:: DATA SHOWN ::
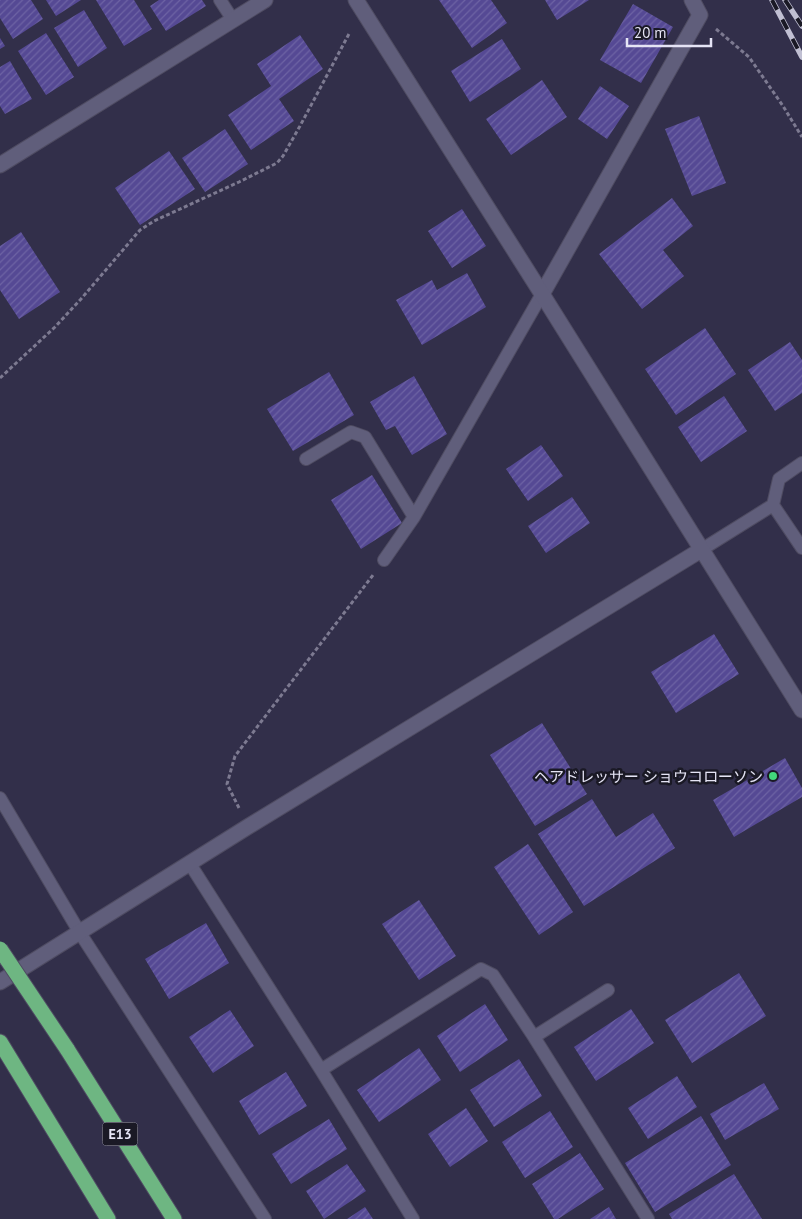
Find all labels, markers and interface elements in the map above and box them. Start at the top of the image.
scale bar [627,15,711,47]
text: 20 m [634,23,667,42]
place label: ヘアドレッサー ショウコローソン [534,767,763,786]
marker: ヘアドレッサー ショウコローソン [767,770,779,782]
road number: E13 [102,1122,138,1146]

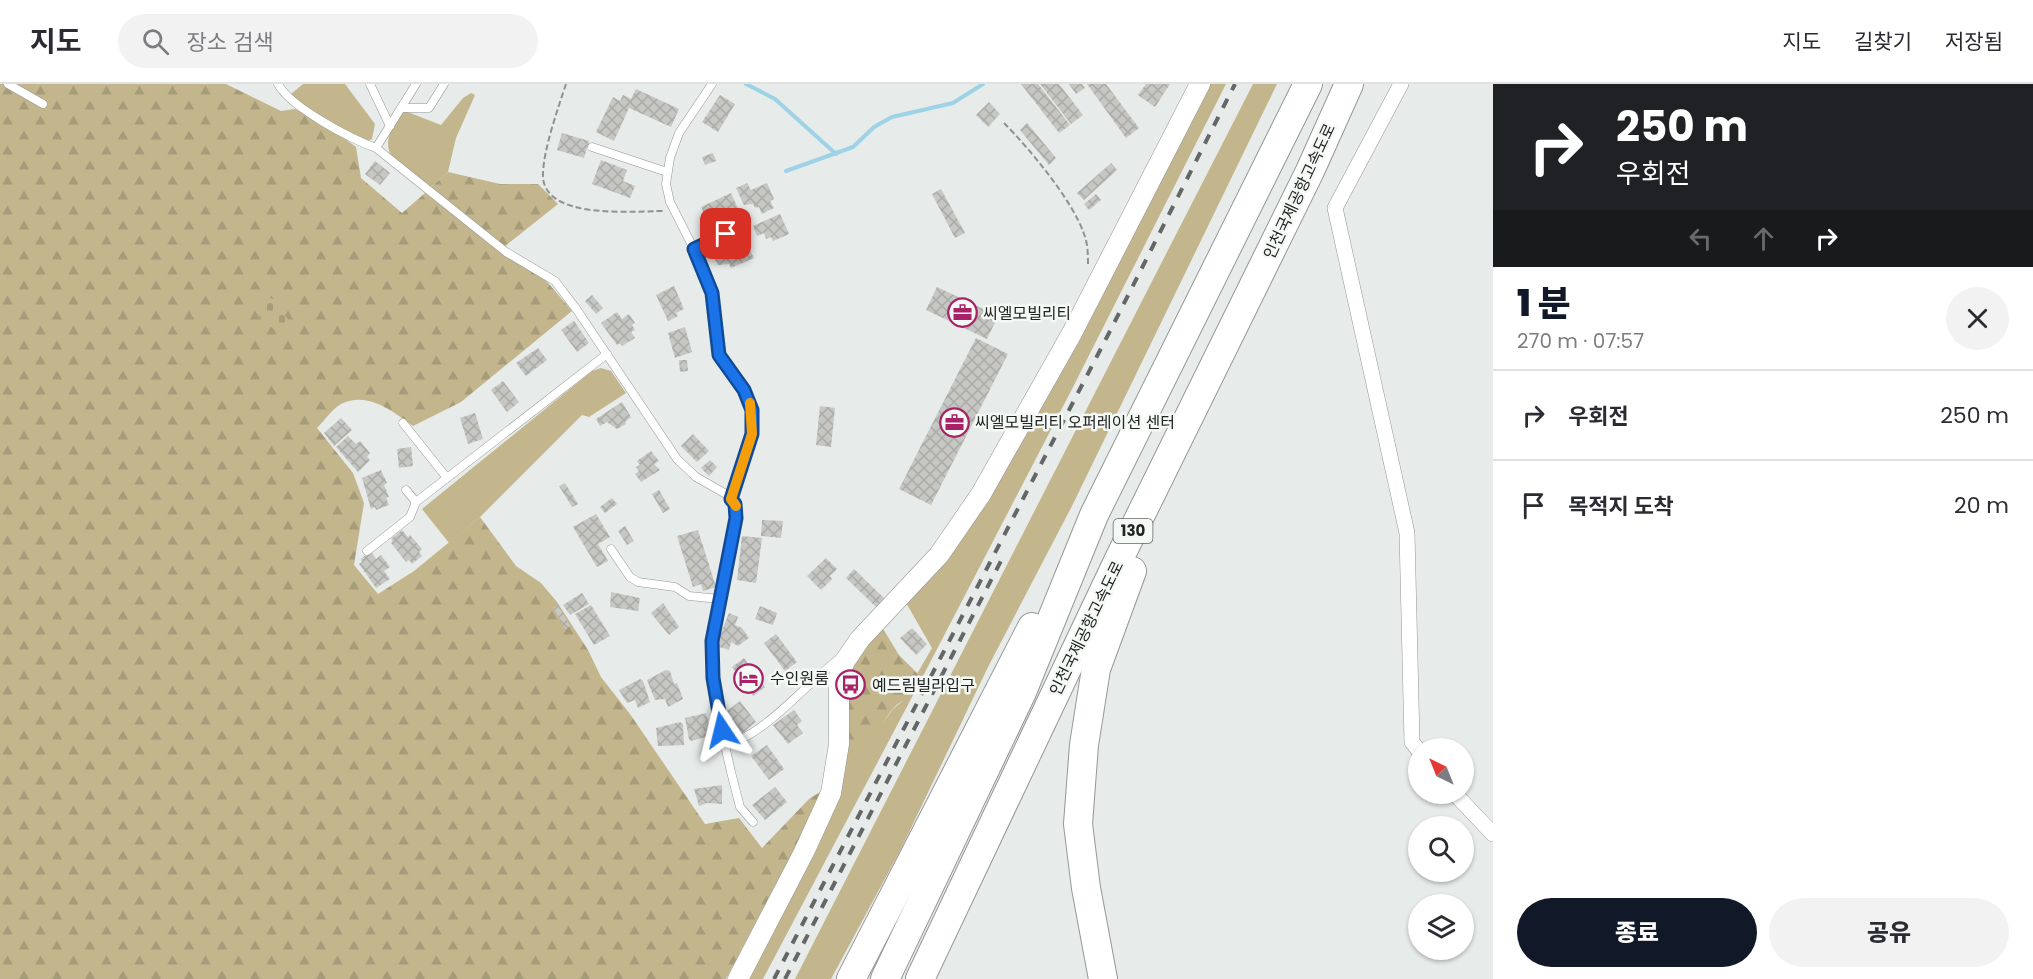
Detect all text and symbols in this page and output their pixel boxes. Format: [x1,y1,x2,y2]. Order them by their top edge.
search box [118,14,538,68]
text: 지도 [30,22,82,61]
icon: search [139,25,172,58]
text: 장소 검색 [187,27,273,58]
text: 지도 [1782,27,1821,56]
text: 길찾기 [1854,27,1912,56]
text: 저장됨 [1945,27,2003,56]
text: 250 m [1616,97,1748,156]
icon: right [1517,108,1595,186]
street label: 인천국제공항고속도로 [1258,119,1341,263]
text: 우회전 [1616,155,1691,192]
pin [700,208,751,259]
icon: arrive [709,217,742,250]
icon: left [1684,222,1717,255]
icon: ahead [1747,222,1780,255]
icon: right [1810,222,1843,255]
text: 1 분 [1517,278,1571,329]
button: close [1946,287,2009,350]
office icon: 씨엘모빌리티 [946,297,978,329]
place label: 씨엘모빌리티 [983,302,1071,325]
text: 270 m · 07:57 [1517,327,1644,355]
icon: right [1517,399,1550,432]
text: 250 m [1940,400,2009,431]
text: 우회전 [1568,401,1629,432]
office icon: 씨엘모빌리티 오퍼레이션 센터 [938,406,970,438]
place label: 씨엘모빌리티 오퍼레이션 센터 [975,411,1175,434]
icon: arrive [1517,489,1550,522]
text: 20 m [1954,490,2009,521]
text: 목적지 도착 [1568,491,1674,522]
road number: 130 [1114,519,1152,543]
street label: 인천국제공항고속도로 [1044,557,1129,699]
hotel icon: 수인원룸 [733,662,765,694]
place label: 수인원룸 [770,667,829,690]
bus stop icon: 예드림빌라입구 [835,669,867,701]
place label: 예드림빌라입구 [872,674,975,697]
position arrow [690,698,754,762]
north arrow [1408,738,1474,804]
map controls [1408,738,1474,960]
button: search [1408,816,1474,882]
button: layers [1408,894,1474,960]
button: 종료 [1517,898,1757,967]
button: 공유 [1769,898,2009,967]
:::
:: DATA SHOWN ::
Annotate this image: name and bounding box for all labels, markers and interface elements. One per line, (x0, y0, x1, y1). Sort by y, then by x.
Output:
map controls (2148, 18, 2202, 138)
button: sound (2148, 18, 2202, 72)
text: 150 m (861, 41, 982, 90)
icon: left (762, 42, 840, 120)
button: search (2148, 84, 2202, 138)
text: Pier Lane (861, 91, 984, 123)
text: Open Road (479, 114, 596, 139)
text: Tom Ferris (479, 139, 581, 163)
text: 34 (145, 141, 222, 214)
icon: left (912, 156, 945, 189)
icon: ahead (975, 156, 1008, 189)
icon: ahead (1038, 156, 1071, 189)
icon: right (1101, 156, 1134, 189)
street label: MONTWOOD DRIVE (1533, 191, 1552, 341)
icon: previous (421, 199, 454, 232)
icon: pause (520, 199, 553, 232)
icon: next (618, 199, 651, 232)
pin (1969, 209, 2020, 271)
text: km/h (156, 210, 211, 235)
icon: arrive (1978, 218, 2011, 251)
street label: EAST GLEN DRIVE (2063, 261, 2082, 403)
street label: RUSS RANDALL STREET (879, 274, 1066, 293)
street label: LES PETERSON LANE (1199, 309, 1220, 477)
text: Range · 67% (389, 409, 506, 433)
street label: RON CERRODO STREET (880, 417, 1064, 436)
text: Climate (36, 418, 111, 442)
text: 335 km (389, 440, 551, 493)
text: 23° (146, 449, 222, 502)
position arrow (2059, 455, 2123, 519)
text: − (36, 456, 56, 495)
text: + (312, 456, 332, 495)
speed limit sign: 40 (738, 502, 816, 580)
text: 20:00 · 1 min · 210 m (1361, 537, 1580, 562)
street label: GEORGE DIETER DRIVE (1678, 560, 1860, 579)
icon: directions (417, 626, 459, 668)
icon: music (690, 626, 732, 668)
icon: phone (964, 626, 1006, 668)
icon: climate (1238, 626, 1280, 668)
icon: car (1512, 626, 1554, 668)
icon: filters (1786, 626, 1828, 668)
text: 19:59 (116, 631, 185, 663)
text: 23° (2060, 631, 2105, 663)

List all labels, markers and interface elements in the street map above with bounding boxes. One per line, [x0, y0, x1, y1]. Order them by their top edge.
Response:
:::
Only lines containing the string "bounding" belong in the answer; find them in the data above and copy them.

* [PROBLEM SOLUTION]
Annotate this image: name and bounding box for all labels, markers and interface elements. One per line, (x0, y0, x1, y1). Sort by y, then by x.
List all labels, markers and interface elements in the street map above with bounding boxes. One per line, [x0, y0, x1, y1]. Order them by their top edge.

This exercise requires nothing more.